To address these challenges, we propose using a fuzzy inference method to establish the mapping between state information and AUV intentions. Specifically, by combining the three intention types mentioned above, we select key information that impacts decision making. By adjusting the fuzzy inference model, we enable it to produce corresponding intention results based on varying input data. Additionally, this approach ensures that when different AUVs receive identical or similar state information, they can make consistent decisions, achieving consensus within the swarm. We refer to this process as establishing the AUV’s behavior model.
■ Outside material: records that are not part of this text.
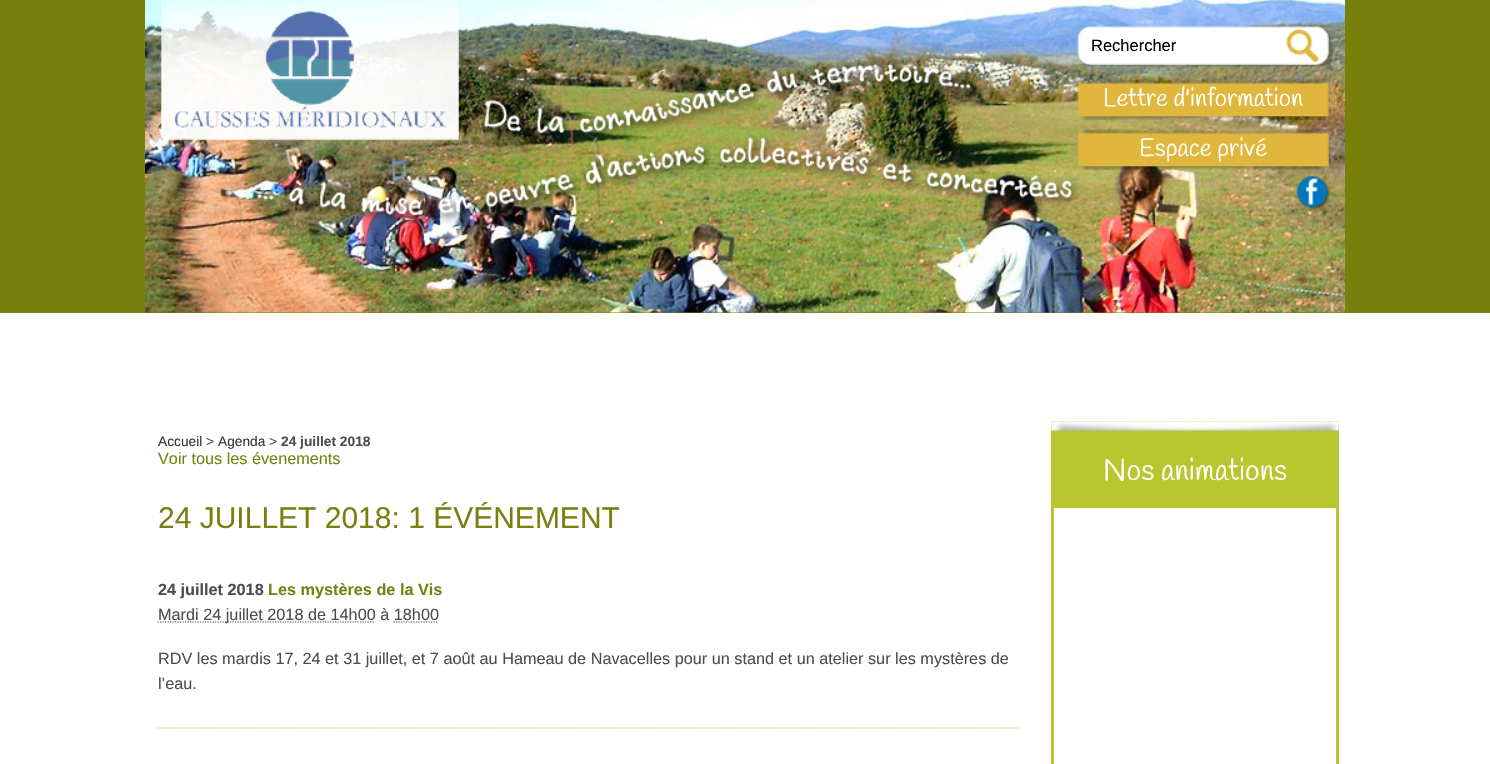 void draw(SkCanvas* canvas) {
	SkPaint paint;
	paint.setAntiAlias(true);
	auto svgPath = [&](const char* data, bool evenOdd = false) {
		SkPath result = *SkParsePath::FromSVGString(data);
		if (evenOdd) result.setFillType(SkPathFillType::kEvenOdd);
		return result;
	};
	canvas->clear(0xffffffff);
	paint.setColor(0xff787f0b);
	canvas->drawRect(SkRect::MakeXYWH(0, 0, 1490, 313), paint);
	canvas->drawImageRect(SkImages::DeferredFromEncodedData(SkData::MakeFromFileName("img1.png")), SkRect::MakeXYWH(145, 0, 1200, 313), SkSamplingOptions());
	canvas->drawImageRect(SkImages::DeferredFromEncodedData(SkData::MakeFromFileName("img2.png")), SkRect::MakeXYWH(161, 0, 968, 229), SkSamplingOptions());
	canvas->drawImageRect(SkImages::DeferredFromEncodedData(SkData::MakeFromFileName("img3.png")), SkRect::MakeXYWH(1077, 26, 256, 41), SkSamplingOptions());
	SkFont f1(fontMgr->matchFamilyStyle("Liberation Sans", SkFontStyle::Normal()), 16.5);
	f1.setSubpixel(true);
	paint.setColor(0xff000000);
	canvas->drawString("Rechercher", 1091, 51, f1, paint);
	canvas->drawImageRect(SkImages::DeferredFromEncodedData(SkData::MakeFromFileName("img4.png")), SkRect::MakeXYWH(1077, 78, 252, 42), SkSamplingOptions());
	SkFont f2(fontMgr->matchFamilyStyle("Handlee", SkFontStyle::Normal()), 25);
	f2.setSubpixel(true);
	paint.setColor(0xffffffff);
	canvas->drawString("Lettre d'information", 1103, 106, f2, paint);
	canvas->drawImageRect(SkImages::DeferredFromEncodedData(SkData::MakeFromFileName("img5.png")), SkRect::MakeXYWH(1077, 128, 252, 42), SkSamplingOptions());
	canvas->drawString("Espace privé", 1139, 156, f2, paint);
	canvas->drawImageRect(SkImages::DeferredFromEncodedData(SkData::MakeFromFileName("img6.png")), SkRect::MakeXYWH(1296, 176, 35, 34), SkSamplingOptions());
	SkFont f3(fontMgr->matchFamilyStyle("Liberation Sans", SkFontStyle::Normal()), 13.75);
	f3.setSubpixel(true);
	paint.setColor(0xff33373d);
	canvas->drawString("Accueil", 158, 446, f3, paint);
	paint.setColor(0xff4d4d4d);
	canvas->drawString(">", 206, 446, f3, paint);
	paint.setColor(0xff33373d);
	canvas->drawString("Agenda", 218, 446, f3, paint);
	paint.setColor(0xff4d4d4d);
	canvas->drawString(">", 269, 446, f3, paint);
	SkFont f4(fontMgr->matchFamilyStyle("Liberation Sans", SkFontStyle::Bold()), 13.75);
	f4.setSubpixel(true);
	canvas->drawString("24 juillet 2018", 281, 446, f4, paint);
	SkFont f5(fontMgr->matchFamilyStyle("Liberation Sans", SkFontStyle::Normal()), 16.25);
	f5.setSubpixel(true);
	paint.setColor(0xff798010);
	canvas->drawString("Voir tous les évenements", 158, 464, f5, paint);
	SkFont f6(fontMgr->matchFamilyStyle("Liberation Sans", SkFontStyle::Normal()), 30);
	f6.setSubpixel(true);
	canvas->drawString("24 JUILLET 2018: 1 ÉVÉNEMENT", 158, 528, f6, paint);
	paint.setStroke(true);
	paint.setStrokeWidth(1.2);
	paint.setColor(0xffb9c72e);
	paint.setPathEffect(SkDashPathEffect::Make({{1.25f, 1.25f}}, 0));
	canvas->drawPath(svgPath("M157.5 728H1020"), paint);
	paint.setPathEffect(nullptr);
	SkFont f7(fontMgr->matchFamilyStyle("Liberation Sans", SkFontStyle::Bold()), 16.25);
	f7.setSubpixel(true);
	paint.setStroke(false);
	paint.setColor(0xff4d4d4d);
	canvas->drawString("24 juillet 2018", 158, 595, f7, paint);
	paint.setColor(0xff798010);
	canvas->drawString("Les mystères de la Vis", 268, 595, f7, paint);
	paint.setStroke(true);
	paint.setColor(0xff4d4d4d);
	paint.setPathEffect(SkDashPathEffect::Make({{1.25f, 1.25f}}, 0));
	canvas->drawPath(svgPath("M157.5 622H375"), paint);
	paint.setPathEffect(nullptr);
	paint.setStroke(false);
	canvas->drawString("Mardi 24 juillet 2018 de 14h00 à 18h00", 158, 620, f5, paint);
	paint.setStroke(true);
	paint.setPathEffect(SkDashPathEffect::Make({{1.25f, 1.25f}}, 0));
	canvas->drawPath(svgPath("M393.5 622H438.5"), paint);
	paint.setPathEffect(nullptr);
	paint.setStroke(false);
	canvas->drawString("RDV les mardis 17, 24 et 31 juillet, et 7 août au Hameau de Navacelles pour un stand et un atelier sur les mystères de", 158, 664, f5, paint);
	canvas->drawString("l’eau.", 158, 689, f5, paint);
	paint.setColor(0xffb9c72e);
	canvas->drawRect(SkRect::MakeXYWH(1051, 421, 288, 84), paint);
	canvas->drawImageRect(SkImages::DeferredFromEncodedData(SkData::MakeFromFileName("img7.png")), SkRect::MakeXYWH(1051, 421, 288, 12), SkSamplingOptions());
	SkFont f8(fontMgr->matchFamilyStyle("Handlee", SkFontStyle::Normal()), 30);
	f8.setSubpixel(true);
	paint.setColor(0xffffffff);
	canvas->drawString("Nos animations", 1103, 480, f8, paint);
	paint.setStroke(true);
	paint.setStrokeWidth(3);
	paint.setColor(0xffb9c72e);
	canvas->drawRect(SkRect::MakeXYWH(1052.5, 506.5, 285, 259), paint);
} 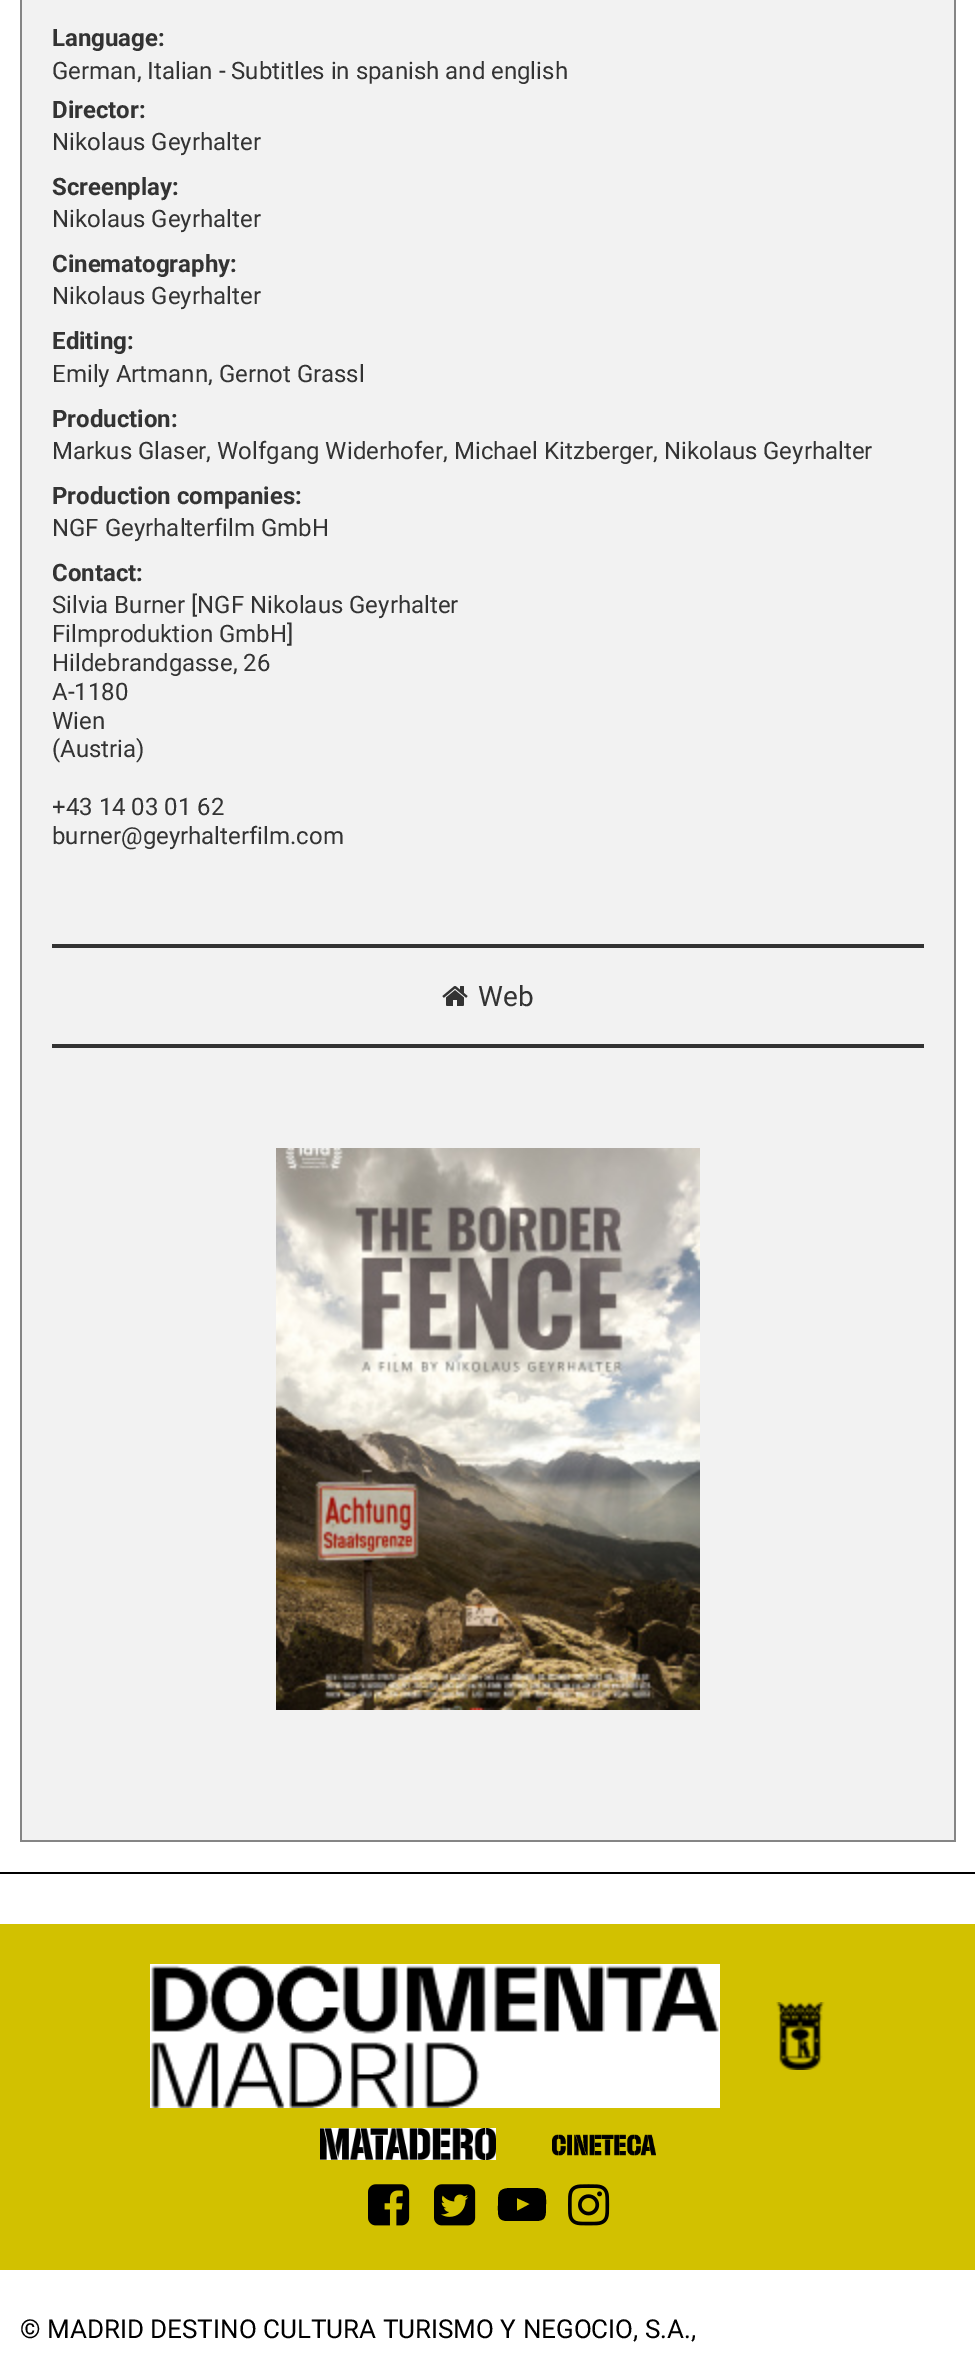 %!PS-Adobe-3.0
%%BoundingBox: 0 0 975 2362
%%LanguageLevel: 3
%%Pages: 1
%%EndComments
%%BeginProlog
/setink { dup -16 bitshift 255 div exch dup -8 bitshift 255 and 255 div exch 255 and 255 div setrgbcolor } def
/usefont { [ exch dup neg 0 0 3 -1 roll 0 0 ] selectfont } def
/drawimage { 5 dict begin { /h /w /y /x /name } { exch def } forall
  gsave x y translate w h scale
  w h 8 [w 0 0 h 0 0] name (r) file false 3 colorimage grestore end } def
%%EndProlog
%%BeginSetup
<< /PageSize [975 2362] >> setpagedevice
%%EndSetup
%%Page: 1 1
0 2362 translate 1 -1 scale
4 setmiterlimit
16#FFFFFF setink
0 0 975 2362 rectfill
16#F2F2F2 setink
22 0 932 1840 rectfill
16#858585 setink
956 -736 moveto 956 1842 lineto 954 1840 lineto 954 -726 lineto closepath fill
20 1840 936 2 rectfill
20 1842 moveto 20 -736 lineto 22 -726 lineto 22 1840 lineto closepath fill
16#333333 setink
52 944 872 4 rectfill
/Roboto-Bold 24 usefont
52 46 moveto (Language:) show
/Roboto-Regular 24 usefont
52 79 moveto (German, Italian - Subtitles in spanish and english) show
/Roboto-Bold 24 usefont
52 118 moveto (Director:) show
/Roboto-Regular 24 usefont
52 150 moveto (Nikolaus Geyrhalter) show
/Roboto-Bold 24 usefont
52 195 moveto (Screenplay:) show
/Roboto-Regular 24 usefont
52 227 moveto (Nikolaus Geyrhalter) show
/Roboto-Bold 24 usefont
52 272 moveto (Cinematography:) show
/Roboto-Regular 24 usefont
52 304 moveto (Nikolaus Geyrhalter) show
/Roboto-Bold 24 usefont
52 349 moveto (Editing:) show
/Roboto-Regular 24 usefont
52 382 moveto (Emily Artmann, Gernot Grassl) show
/Roboto-Bold 24 usefont
52 427 moveto (Production:) show
/Roboto-Regular 24 usefont
52 459 moveto (Markus Glaser, Wolfgang Widerhofer, Michael Kitzberger, Nikolaus Geyrhalter) show
/Roboto-Bold 24 usefont
52 504 moveto (Production companies:) show
/Roboto-Regular 24 usefont
52 536 moveto (NGF Geyrhalterfilm GmbH) show
/Roboto-Bold 24 usefont
52 581 moveto (Contact:) show
/Roboto-Regular 24 usefont
[
    [(Silvia Burner [NGF Nikolaus Geyrhalter) 52 613]
    [(Filmproduktion GmbH]) 52 642]
    [(Hildebrandgasse, 26) 52 671]
    [(A-1180) 52 700]
    [(Wien) 52 729]
    [(\(Austria\)) 52 757]
    [(+43 14 03 01 62) 52 815]
    [(burner@geyrhalterfilm.com) 52 844]
] { aload pop moveto show } forall
52 1044 872 4 rectfill
(img1.raw) 442 986 26 20 drawimage
/Roboto-Regular 28 usefont
478 1006 moveto (Web) show
(img2.raw) 276 1148 424 562 drawimage
16#000000 setink
0 1872 975 2 rectfill
16#D2C100 setink
0 1924 975 346 rectfill
(img3.raw) 150 1964 570 144 drawimage
(img4.raw) 776 2002 49 68 drawimage
(img5.raw) 320 2128 176 32 drawimage
(img6.raw) 552 2134 104 22 drawimage
(img7.raw) 368 2184 42 42 drawimage
(img8.raw) 434 2184 42 42 drawimage
16#000000 setink
517 2211 moveto 530 2204 lineto 517 2198 lineto closepath 522 2188 moveto 536 2188 lineto 547 2189 546 2195 546 2205 curveto 546 2217 546 2221 535 2221 curveto 508 2221 lineto 497 2221 498 2215 498 2205 curveto 498 2193 498 2189 509 2188 curveto closepath fill
(img9.raw) 568 2184 42 42 drawimage
/Roboto-Regular 26 usefont
20 2338 moveto (© MADRID DESTINO CULTURA TURISMO Y NEGOCIO, S.A.,) show
showpage
%%EOF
In an ideal scenario where no communication packet loss or delay exists between AUVs, the intentions of other AUVs could be directly inferred using identical state features based on the behavior model. However, each AUV can only infer the behavior intentions of others based on similar, rather than identical, state features. To overcome these challenges, we propose the use of a residual convolutional neural network (ResCNN) to achieve robust and accurate intention inference for AUVs, even under the constraints of unreliable communication.

The main innovations of the proposed method are summarized as follows:

Consensus Mechanism Based on “Landmarks”

The method introduces the concept of “landmarks” to construct consensus among AUVs, focusing only on critical information that influences key behaviors. By leveraging the behavioral consistency of AUVs in similar or identical situations, this approach significantly reduces the data volume required for intent recognition, alleviates communication overhead in underwater acoustic channels, and enhances both the accuracy and efficiency of intent prediction.

Dual-Stage Architecture for Behavior Modeling and Intent Inference

The proposed method adopts a dual-stage architecture comprising a behavior modeling phase and an intent inference phase. In the behavior modeling phase, fuzzy inference maps the state space to the action space, providing an initial characterization of the current intent. The intent inference phase employs a residual convolutional neural network (ResCNN) to further analyze and predict the target intent based on behavioral data. This modular design enhances the flexibility and predictive power of the system.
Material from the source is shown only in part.